The securities of the Company have not been and will not be registered under the US Securities Act of 1933, as amended (the "Securities Act") and will not be registered with any authority competent with respect to securities in any state or other jurisdiction of the United States. Accordingly, the securities of the Company may not be offered or sold in the United States absent registration or an applicable exemption from registration under the Securities Act. No public offering of the securities of the Company is being made in the United States.
No communication or information relating to any offer or sale of securities of the Company may be disseminated to the public in jurisdictions, other than The Netherlands, where prior registration or approval is required for that purpose. No action has been taken that would permit an offer of securities of the Company in any jurisdiction where action for that purpose is required, other than in The Netherlands.
The Company has not authorised any offer to the public of securities in any Member State of the European Economic Area (other than the Netherlands). With respect to any Member State of the European Economic Area (other than the Netherlands), and which has implemented the Prospectus Directive (each a "Relevant Member State"), no action has been undertaken or will be undertaken to make an offer to the public of securities requiring publication of a prospectus in any Relevant Member State. As a result, the securities may only be offered in Relevant Member States (i) to any legal entity which is a qualified investor as defined in the Prospectus Directive; or (ii) in any other circumstances falling within Article 3(2) of the Prospectus Directive. For the purpose of this paragraph, the expression "offer of securities to the public" means the communication in any form and by any means of sufficient information on the terms of the offer and the securities to be offered so as to enable the investor to decide to exercise, purchase or subscribe for the securities, as the same may be varied in that Member State by any measure implementing the Prospectus Directive in that Member State and the expression "Prospectus Directive" means Directive 2003/71/EC (and amendments thereto, including Directive 2010/73/EU, to the extent implemented in the Relevant Member State), and includes any relevant implementing measure in the Relevant Member State.
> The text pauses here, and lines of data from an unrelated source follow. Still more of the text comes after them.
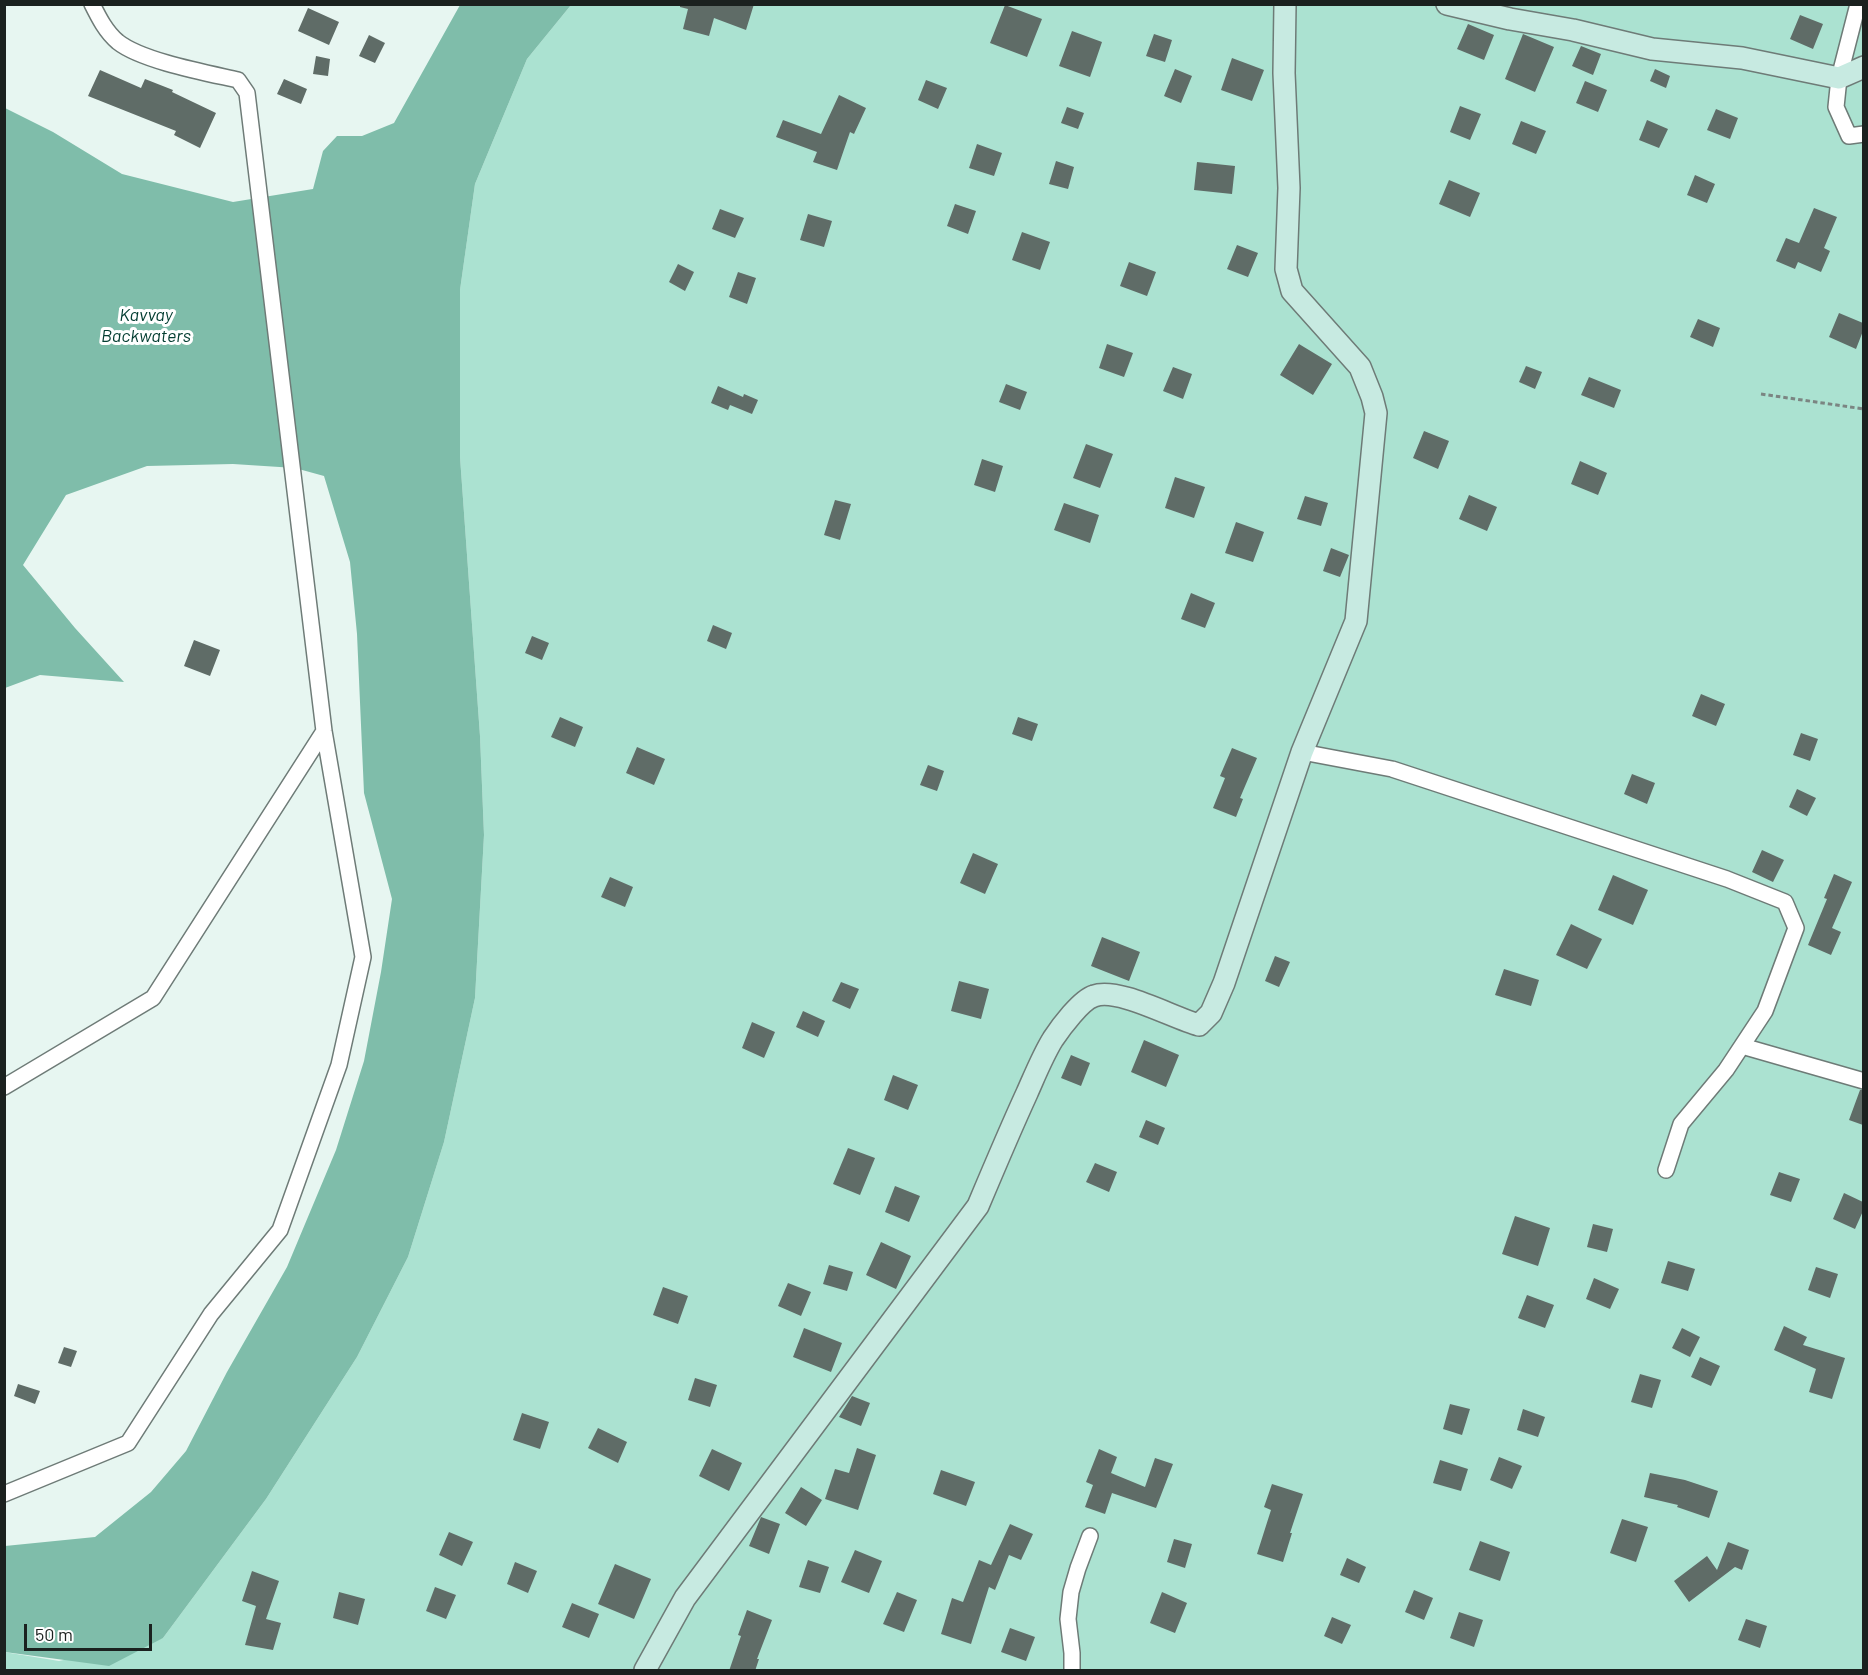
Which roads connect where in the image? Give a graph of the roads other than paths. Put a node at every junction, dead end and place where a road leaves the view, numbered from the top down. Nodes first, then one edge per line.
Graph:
1 (92, 4) edge
2 (1285, 4) edge
3 (1447, 4) edge
4 (1857, 4) edge
5 (1863, 67) edge
6 (1839, 78) junction
7 (1863, 135) edge
8 (324, 731) junction
9 (1302, 752) junction
10 (1742, 1046) junction
11 (1863, 1081) edge
12 (4, 1087) edge
13 (1666, 1170) dead end
14 (4, 1494) edge
15 (1090, 1536) dead end
16 (645, 1671) edge
17 (1072, 1671) edge

1 - 8 street
2 - 9 street
3 - 6 street
4 - 6 street
5 - 6 street
6 - 7 street
8 - 12 street
8 - 14 street
9 - 10 street
9 - 16 street
10 - 11 street
10 - 13 street
15 - 17 street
The release, publication or distribution of [this announcement/ these materials] in certain jurisdictions may be restricted by law and therefore persons in such jurisdictions into which [it is/ they are] released, published or distributed, should inform themselves about, and observe, such restrictions.
[This announcement does / These materials do] not constitute a prospectus within the meaning of the Dutch Financial Markets Supervision Act (Wet op het financieel toezicht) and [do/does] not constitute an offer to sell or the solicitation of an offer to acquire securities. Any offer to acquire securities pursuant to the proposed offering will be made, and any investor should make his investment, solely on the basis of information that will be contained in the prospectus to be made generally available in the Netherlands in connection with such offering. When made generally available, copies of the prospectus may be obtained at no cost from the Company or through the website of Euronext Amsterdam, the Netherlands Authority for the Financial Markets and/or the website of the Company.